EXERCISE REQUIREMENTS: Print the data below verbatim, minus images.

RECORDS SUPPLIED:
----------------------------------------

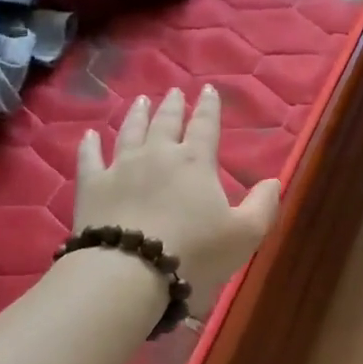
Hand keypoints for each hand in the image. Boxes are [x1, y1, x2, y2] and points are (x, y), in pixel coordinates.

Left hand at [75, 86, 281, 301]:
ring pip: (130, 132)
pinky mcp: (91, 187)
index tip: (209, 89)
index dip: (209, 107)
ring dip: (137, 115)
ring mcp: (120, 168)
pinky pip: (89, 158)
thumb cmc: (194, 253)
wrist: (128, 273)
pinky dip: (90, 145)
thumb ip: (263, 205)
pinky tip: (90, 136)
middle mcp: (157, 154)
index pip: (205, 125)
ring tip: (141, 101)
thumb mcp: (245, 234)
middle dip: (173, 105)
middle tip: (175, 92)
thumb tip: (273, 181)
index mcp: (195, 161)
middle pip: (166, 122)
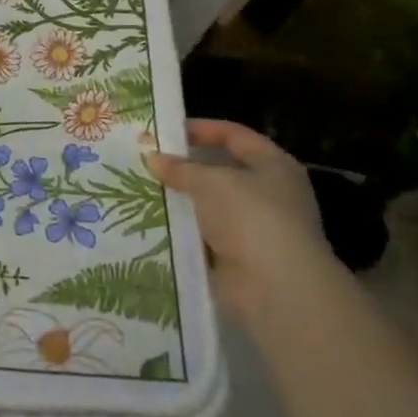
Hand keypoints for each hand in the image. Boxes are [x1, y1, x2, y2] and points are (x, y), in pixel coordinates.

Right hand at [146, 119, 333, 317]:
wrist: (276, 287)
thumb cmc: (252, 218)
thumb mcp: (212, 182)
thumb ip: (181, 168)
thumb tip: (153, 158)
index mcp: (273, 166)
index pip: (234, 135)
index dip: (201, 129)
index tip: (164, 130)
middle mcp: (268, 193)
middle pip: (220, 170)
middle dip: (184, 167)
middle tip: (146, 161)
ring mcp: (253, 227)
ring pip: (208, 205)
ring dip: (180, 200)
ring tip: (141, 189)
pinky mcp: (237, 256)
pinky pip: (203, 235)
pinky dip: (182, 230)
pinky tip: (152, 222)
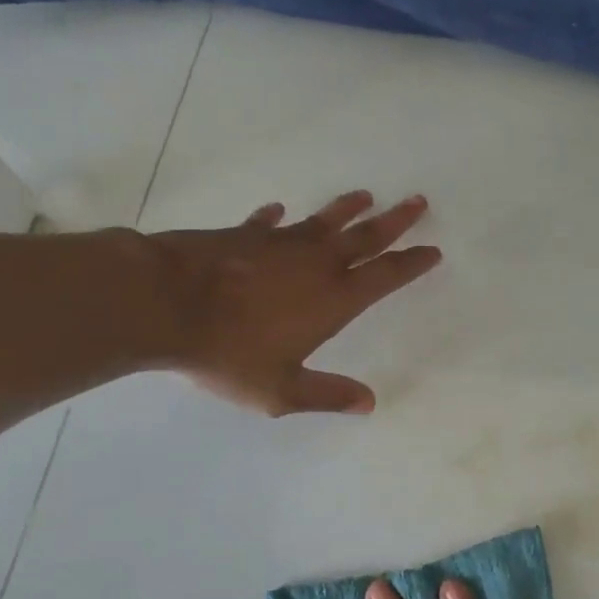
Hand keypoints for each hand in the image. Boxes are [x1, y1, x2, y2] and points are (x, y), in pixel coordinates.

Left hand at [145, 190, 440, 415]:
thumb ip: (326, 394)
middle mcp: (315, 264)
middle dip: (395, 221)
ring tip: (366, 196)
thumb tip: (369, 402)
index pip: (385, 276)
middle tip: (418, 201)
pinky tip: (276, 211)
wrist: (165, 304)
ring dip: (347, 209)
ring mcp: (278, 244)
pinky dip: (274, 218)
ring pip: (324, 221)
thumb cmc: (229, 352)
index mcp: (334, 298)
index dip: (412, 263)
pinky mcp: (242, 235)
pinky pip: (266, 223)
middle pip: (366, 236)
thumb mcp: (280, 389)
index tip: (432, 249)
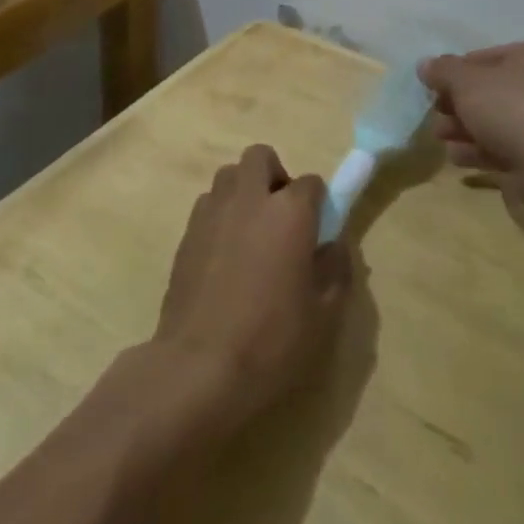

----------------------------------------

EXERCISE OUTPUT:
Hand keypoints for each hand in the image. Boxes are [x1, y1, x2, y2] and points are (x, y), in pixel coordinates.

Left hand at [75, 86, 281, 301]:
ring pip: (130, 132)
pinky mcp: (91, 187)
index tip: (209, 89)
index dip: (209, 107)
ring dip: (137, 115)
ring mcp: (120, 168)
pinky pip: (89, 158)
thumb cmc: (194, 253)
wrist: (128, 273)
pinky dip: (90, 145)
thumb ip: (263, 205)
pinky tip: (90, 136)
middle mcp: (157, 154)
index pip: (205, 125)
ring tip: (141, 101)
thumb mcp: (245, 234)
middle dip: (173, 105)
middle tip: (175, 92)
thumb tip: (273, 181)
index mcp: (195, 161)
middle pip: (166, 122)
Hand keypoints for each hand in the image. Boxes are [x1, y1, x2, y2] and points are (x, y), in pixel coordinates.

Right hand at [146, 119, 333, 317]:
wrist: (276, 287)
thumb cmc: (252, 218)
thumb mcp: (212, 182)
thumb ip: (181, 168)
thumb tip: (153, 158)
index mcp: (273, 166)
index pip: (234, 135)
index dip: (201, 129)
index tip: (164, 130)
middle mcp: (268, 193)
middle pip: (220, 170)
middle dip: (184, 167)
middle tip: (146, 161)
ring mcp: (253, 227)
ring pip: (208, 205)
ring dip: (180, 200)
ring tip: (141, 189)
pinky mcp: (237, 256)
pinky pip: (203, 235)
pinky dip: (182, 230)
pinky tip: (152, 222)
Hand keypoints for each hand in the image. Boxes are [x1, y1, x2, y2] and points are (x, y), in pixel coordinates.

Left hand at [145, 190, 440, 415]:
thumb ip: (326, 394)
middle mcp: (315, 264)
middle dip: (395, 221)
ring tip: (366, 196)
thumb tip: (369, 402)
index pip: (385, 276)
middle tip: (418, 201)
pinky tip: (276, 211)
wrist: (165, 304)
ring dip: (347, 209)
ring mcp: (278, 244)
pinky dip: (274, 218)
ring pip: (324, 221)
thumb cmc: (229, 352)
index mcp: (334, 298)
index dip: (412, 263)
pinky mcp: (242, 235)
pinky pip: (266, 223)
middle pip: (366, 236)
thumb mcp: (280, 389)
index tip: (432, 249)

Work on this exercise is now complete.